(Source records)
══════════

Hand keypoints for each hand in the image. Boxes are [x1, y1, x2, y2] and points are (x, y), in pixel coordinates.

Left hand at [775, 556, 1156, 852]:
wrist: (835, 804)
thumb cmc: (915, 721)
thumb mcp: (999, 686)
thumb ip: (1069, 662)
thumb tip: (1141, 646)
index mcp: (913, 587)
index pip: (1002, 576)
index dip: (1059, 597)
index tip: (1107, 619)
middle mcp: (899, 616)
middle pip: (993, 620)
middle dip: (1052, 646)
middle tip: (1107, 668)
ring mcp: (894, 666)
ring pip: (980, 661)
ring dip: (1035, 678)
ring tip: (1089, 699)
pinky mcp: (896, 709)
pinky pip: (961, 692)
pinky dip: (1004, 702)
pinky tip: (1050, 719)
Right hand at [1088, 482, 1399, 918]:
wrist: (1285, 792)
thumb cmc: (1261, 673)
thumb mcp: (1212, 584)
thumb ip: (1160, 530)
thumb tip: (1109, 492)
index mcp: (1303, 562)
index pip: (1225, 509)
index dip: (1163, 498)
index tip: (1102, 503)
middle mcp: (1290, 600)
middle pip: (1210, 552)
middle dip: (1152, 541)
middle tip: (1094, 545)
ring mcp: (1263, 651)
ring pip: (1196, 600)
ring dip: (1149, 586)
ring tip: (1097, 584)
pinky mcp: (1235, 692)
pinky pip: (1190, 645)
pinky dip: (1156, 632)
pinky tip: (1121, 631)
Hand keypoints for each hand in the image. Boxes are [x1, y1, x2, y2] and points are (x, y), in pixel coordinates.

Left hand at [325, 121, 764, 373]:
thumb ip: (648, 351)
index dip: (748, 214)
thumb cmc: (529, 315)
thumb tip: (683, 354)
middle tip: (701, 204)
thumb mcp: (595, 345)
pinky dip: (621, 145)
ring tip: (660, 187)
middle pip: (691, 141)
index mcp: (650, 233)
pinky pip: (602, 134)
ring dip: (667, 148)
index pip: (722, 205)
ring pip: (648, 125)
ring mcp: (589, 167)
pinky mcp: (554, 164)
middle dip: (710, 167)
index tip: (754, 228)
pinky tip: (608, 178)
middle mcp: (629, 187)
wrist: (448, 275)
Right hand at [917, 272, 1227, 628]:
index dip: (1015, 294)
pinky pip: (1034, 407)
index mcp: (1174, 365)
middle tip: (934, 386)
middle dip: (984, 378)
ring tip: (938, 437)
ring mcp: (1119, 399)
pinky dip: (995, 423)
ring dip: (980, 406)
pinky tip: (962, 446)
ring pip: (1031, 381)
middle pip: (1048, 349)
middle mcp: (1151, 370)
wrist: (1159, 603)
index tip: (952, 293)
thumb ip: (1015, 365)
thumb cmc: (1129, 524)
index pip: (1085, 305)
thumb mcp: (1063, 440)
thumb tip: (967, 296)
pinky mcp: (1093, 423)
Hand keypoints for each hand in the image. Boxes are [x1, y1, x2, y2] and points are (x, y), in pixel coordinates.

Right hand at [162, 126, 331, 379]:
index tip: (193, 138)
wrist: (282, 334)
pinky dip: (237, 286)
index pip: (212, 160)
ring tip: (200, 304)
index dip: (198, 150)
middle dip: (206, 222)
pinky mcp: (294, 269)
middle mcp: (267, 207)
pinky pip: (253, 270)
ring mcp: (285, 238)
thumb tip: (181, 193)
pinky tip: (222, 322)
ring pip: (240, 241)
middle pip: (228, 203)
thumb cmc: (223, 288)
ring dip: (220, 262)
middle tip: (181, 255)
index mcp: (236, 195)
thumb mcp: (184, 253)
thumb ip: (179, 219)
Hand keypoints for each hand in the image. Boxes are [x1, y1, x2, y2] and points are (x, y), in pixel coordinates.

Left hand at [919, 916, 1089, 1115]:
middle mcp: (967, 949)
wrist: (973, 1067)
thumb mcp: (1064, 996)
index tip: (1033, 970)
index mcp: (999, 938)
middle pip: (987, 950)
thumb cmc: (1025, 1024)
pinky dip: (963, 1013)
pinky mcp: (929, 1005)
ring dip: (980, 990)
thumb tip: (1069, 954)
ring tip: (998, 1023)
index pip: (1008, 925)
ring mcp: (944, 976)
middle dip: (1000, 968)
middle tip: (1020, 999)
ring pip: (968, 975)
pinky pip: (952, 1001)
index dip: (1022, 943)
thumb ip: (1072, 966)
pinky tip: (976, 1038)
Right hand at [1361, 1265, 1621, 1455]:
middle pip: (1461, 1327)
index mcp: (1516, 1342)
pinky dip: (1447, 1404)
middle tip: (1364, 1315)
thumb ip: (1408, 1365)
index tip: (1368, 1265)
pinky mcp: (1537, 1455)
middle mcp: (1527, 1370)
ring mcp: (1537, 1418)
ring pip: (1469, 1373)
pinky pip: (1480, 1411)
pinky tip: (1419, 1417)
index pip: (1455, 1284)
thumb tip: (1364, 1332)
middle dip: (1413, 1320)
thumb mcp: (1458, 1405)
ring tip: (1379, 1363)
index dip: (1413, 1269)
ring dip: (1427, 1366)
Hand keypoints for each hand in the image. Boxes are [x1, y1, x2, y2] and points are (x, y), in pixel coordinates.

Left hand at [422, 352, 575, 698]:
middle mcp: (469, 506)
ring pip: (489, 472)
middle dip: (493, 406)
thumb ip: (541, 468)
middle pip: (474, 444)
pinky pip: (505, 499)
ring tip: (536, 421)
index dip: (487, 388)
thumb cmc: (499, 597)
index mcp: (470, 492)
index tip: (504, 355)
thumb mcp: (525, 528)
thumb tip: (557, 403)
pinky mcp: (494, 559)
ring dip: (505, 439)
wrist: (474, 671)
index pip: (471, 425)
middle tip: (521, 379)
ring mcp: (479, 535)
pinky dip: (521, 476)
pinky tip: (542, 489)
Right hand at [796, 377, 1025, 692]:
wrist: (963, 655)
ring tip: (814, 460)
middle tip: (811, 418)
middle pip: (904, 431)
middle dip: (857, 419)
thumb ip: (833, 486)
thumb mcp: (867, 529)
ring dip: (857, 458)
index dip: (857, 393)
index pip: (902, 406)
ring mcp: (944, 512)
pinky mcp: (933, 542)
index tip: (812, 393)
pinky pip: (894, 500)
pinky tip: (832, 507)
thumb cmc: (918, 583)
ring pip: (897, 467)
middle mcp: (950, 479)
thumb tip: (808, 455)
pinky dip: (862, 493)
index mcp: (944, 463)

══════════

EXERCISE:
Reprint exactly the lines above that start at the one with "middle dip: (206, 222)" and end at the one with "pinky tip: (976, 1038)", keeping both and adding none.

TASK OUTPUT:
middle dip: (206, 222)
pinky mcp: (294, 269)
middle mcp: (267, 207)
pinky pip: (253, 270)
ring mcp: (285, 238)
thumb tip: (181, 193)
pinky tip: (222, 322)
ring pip: (240, 241)
middle pip: (228, 203)
thumb cmc: (223, 288)
ring dip: (220, 262)
middle tip: (181, 255)
index mcp: (236, 195)
thumb mcp: (184, 253)
thumb ip: (179, 219)
Hand keypoints for each hand in the image. Boxes are [x1, y1, x2, y2] and points are (x, y), in pixel coordinates.

Left hand at [919, 916, 1089, 1115]:
middle mcp: (967, 949)
wrist: (973, 1067)
thumb mcp: (1064, 996)
index tip: (1033, 970)
index mcp: (999, 938)
middle pip: (987, 950)
thumb cmc: (1025, 1024)
pinky dip: (963, 1013)
pinky mcp: (929, 1005)
ring dip: (980, 990)
thumb tip: (1069, 954)
ring tip: (998, 1023)
index pip: (1008, 925)
ring mcp: (944, 976)
middle dip: (1000, 968)
middle tip: (1020, 999)
ring pip: (968, 975)
pinky pip: (952, 1001)
index dip: (1022, 943)
thumb ip: (1072, 966)
pinky tip: (976, 1038)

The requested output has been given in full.